▶ _Collected data entries_:
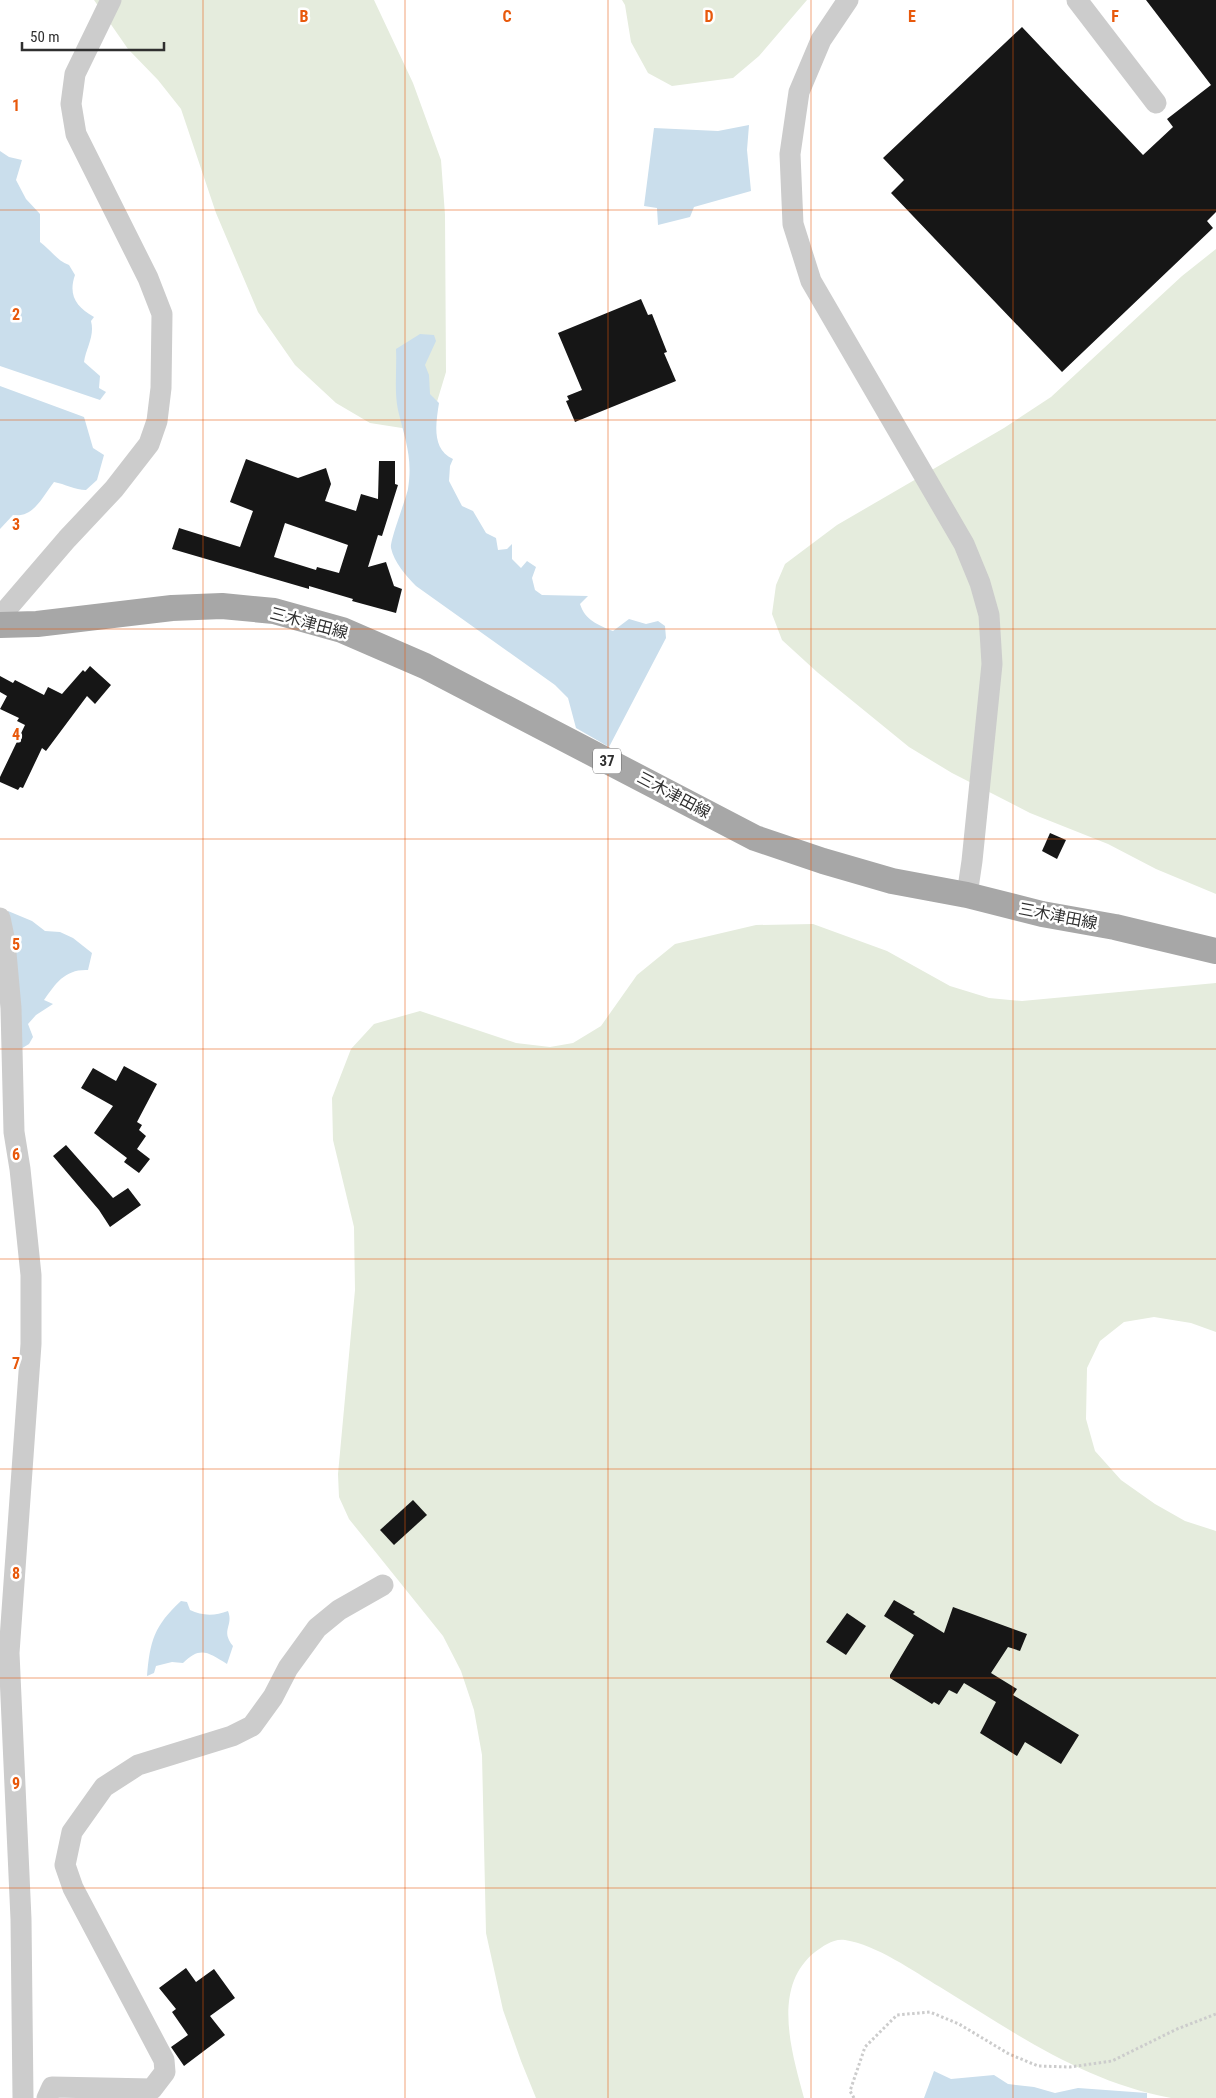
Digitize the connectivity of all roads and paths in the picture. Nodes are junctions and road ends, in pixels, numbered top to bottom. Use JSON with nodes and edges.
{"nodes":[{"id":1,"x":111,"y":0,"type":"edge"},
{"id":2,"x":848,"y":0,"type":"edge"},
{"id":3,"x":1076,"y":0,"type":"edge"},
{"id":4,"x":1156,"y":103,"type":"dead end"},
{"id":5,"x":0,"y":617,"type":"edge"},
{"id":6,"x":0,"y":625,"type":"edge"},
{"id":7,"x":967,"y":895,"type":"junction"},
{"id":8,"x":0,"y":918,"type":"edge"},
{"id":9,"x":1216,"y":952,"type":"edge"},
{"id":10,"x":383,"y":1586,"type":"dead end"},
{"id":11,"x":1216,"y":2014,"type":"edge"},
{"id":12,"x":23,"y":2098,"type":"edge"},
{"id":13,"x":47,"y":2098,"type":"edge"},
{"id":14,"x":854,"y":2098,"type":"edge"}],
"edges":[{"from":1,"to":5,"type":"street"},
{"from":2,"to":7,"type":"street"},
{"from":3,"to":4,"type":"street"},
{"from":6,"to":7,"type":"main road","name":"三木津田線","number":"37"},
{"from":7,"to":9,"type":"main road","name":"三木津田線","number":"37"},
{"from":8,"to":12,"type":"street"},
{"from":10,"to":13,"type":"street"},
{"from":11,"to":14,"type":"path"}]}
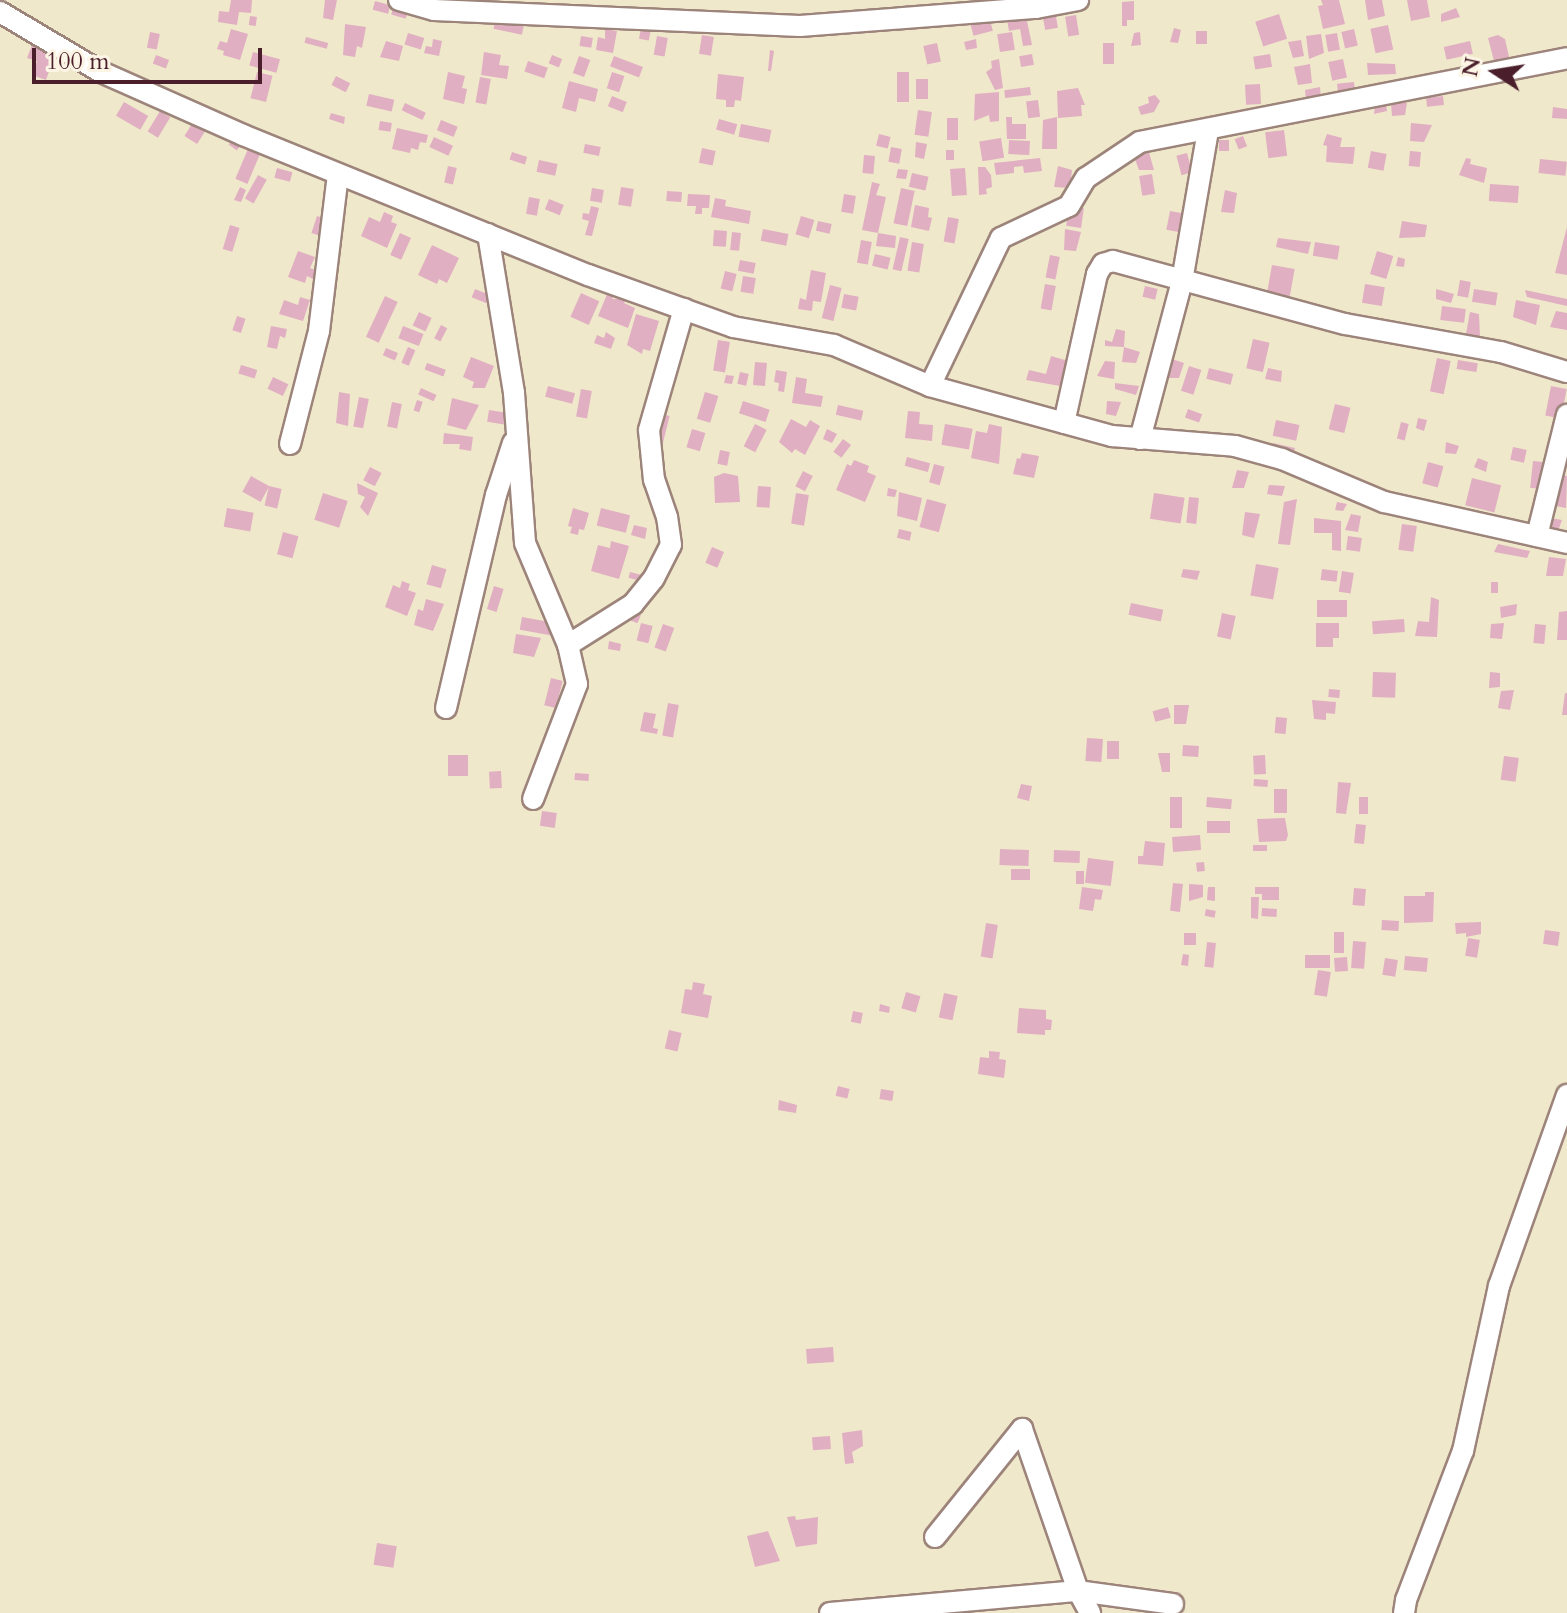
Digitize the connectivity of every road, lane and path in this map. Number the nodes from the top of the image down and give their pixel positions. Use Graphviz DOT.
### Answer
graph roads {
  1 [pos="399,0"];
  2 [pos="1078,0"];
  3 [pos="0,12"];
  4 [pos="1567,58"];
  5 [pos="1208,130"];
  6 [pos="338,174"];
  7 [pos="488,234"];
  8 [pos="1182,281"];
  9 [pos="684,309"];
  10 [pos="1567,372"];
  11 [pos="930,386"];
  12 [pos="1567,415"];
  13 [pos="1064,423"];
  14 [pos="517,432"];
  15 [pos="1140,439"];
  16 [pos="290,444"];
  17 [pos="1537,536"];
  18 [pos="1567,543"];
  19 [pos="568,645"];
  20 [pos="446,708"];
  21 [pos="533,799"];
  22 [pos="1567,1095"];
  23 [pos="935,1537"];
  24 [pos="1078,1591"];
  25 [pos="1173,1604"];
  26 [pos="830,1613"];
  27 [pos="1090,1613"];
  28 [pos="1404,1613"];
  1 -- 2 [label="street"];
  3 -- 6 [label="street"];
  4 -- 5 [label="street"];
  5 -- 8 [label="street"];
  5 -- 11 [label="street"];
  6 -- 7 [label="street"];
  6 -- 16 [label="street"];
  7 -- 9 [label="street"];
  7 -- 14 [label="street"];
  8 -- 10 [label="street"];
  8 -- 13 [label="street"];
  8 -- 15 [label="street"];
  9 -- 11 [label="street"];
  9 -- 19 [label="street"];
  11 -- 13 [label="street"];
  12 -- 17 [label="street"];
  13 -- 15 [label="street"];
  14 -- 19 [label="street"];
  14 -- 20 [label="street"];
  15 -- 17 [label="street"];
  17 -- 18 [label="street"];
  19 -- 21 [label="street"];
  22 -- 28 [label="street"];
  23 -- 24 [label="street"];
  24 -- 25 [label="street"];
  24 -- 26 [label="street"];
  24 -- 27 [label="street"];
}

▶ _WHAT IS REQUIRED_:
Leave out the pictures. Transcribe only the lines above, from the first through the one that contains "Digitize the connectivity of every".

▶ _ANSWER TO THIS TASK_:
Digitize the connectivity of all roads and paths in the picture. Nodes are junctions and road ends, in pixels, numbered top to bottom. Use JSON with nodes and edges.
{"nodes":[{"id":1,"x":111,"y":0,"type":"edge"},
{"id":2,"x":848,"y":0,"type":"edge"},
{"id":3,"x":1076,"y":0,"type":"edge"},
{"id":4,"x":1156,"y":103,"type":"dead end"},
{"id":5,"x":0,"y":617,"type":"edge"},
{"id":6,"x":0,"y":625,"type":"edge"},
{"id":7,"x":967,"y":895,"type":"junction"},
{"id":8,"x":0,"y":918,"type":"edge"},
{"id":9,"x":1216,"y":952,"type":"edge"},
{"id":10,"x":383,"y":1586,"type":"dead end"},
{"id":11,"x":1216,"y":2014,"type":"edge"},
{"id":12,"x":23,"y":2098,"type":"edge"},
{"id":13,"x":47,"y":2098,"type":"edge"},
{"id":14,"x":854,"y":2098,"type":"edge"}],
"edges":[{"from":1,"to":5,"type":"street"},
{"from":2,"to":7,"type":"street"},
{"from":3,"to":4,"type":"street"},
{"from":6,"to":7,"type":"main road","name":"三木津田線","number":"37"},
{"from":7,"to":9,"type":"main road","name":"三木津田線","number":"37"},
{"from":8,"to":12,"type":"street"},
{"from":10,"to":13,"type":"street"},
{"from":11,"to":14,"type":"path"}]}
Digitize the connectivity of every road, lane and path in this map. Number the nodes from the top of the image down and give their pixel positions. Use Graphviz DOT.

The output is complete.